### WORK TO COMPLETE
Your task is to print all of the data word for word.

### Records from a data collection
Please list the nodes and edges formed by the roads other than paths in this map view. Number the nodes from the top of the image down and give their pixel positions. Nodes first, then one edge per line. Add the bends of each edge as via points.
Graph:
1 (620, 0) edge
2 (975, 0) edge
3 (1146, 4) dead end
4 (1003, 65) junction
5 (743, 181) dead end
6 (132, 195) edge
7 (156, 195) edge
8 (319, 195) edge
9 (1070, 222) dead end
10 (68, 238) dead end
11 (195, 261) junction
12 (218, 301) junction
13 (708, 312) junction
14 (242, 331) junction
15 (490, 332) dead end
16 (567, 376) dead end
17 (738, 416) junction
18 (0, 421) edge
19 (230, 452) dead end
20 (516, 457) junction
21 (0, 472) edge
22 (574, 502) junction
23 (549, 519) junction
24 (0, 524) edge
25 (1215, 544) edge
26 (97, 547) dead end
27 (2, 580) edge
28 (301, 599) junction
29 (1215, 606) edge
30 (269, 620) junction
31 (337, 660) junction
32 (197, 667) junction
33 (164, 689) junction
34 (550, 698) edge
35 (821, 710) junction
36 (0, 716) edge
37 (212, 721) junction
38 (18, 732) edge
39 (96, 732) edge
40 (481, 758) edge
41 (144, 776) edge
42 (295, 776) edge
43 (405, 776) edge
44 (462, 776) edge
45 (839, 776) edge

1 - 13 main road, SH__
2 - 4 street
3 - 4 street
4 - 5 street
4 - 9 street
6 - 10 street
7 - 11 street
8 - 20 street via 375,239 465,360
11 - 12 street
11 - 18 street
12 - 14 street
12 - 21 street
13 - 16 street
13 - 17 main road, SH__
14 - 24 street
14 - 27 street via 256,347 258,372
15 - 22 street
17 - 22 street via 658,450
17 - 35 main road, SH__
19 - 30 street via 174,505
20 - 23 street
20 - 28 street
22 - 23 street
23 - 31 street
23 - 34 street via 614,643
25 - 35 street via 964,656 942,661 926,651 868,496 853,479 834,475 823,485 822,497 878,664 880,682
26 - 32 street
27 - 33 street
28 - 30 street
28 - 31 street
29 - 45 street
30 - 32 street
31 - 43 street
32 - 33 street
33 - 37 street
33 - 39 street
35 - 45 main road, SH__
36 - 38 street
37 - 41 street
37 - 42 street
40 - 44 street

### ANSWER FOR THIS EXERCISE
Please list the nodes and edges formed by the roads other than paths in this map view. Number the nodes from the top of the image down and give their pixel positions. Nodes first, then one edge per line. Add the bends of each edge as via points.
Graph:
1 (620, 0) edge
2 (975, 0) edge
3 (1146, 4) dead end
4 (1003, 65) junction
5 (743, 181) dead end
6 (132, 195) edge
7 (156, 195) edge
8 (319, 195) edge
9 (1070, 222) dead end
10 (68, 238) dead end
11 (195, 261) junction
12 (218, 301) junction
13 (708, 312) junction
14 (242, 331) junction
15 (490, 332) dead end
16 (567, 376) dead end
17 (738, 416) junction
18 (0, 421) edge
19 (230, 452) dead end
20 (516, 457) junction
21 (0, 472) edge
22 (574, 502) junction
23 (549, 519) junction
24 (0, 524) edge
25 (1215, 544) edge
26 (97, 547) dead end
27 (2, 580) edge
28 (301, 599) junction
29 (1215, 606) edge
30 (269, 620) junction
31 (337, 660) junction
32 (197, 667) junction
33 (164, 689) junction
34 (550, 698) edge
35 (821, 710) junction
36 (0, 716) edge
37 (212, 721) junction
38 (18, 732) edge
39 (96, 732) edge
40 (481, 758) edge
41 (144, 776) edge
42 (295, 776) edge
43 (405, 776) edge
44 (462, 776) edge
45 (839, 776) edge

1 - 13 main road, SH__
2 - 4 street
3 - 4 street
4 - 5 street
4 - 9 street
6 - 10 street
7 - 11 street
8 - 20 street via 375,239 465,360
11 - 12 street
11 - 18 street
12 - 14 street
12 - 21 street
13 - 16 street
13 - 17 main road, SH__
14 - 24 street
14 - 27 street via 256,347 258,372
15 - 22 street
17 - 22 street via 658,450
17 - 35 main road, SH__
19 - 30 street via 174,505
20 - 23 street
20 - 28 street
22 - 23 street
23 - 31 street
23 - 34 street via 614,643
25 - 35 street via 964,656 942,661 926,651 868,496 853,479 834,475 823,485 822,497 878,664 880,682
26 - 32 street
27 - 33 street
28 - 30 street
28 - 31 street
29 - 45 street
30 - 32 street
31 - 43 street
32 - 33 street
33 - 37 street
33 - 39 street
35 - 45 main road, SH__
36 - 38 street
37 - 41 street
37 - 42 street
40 - 44 street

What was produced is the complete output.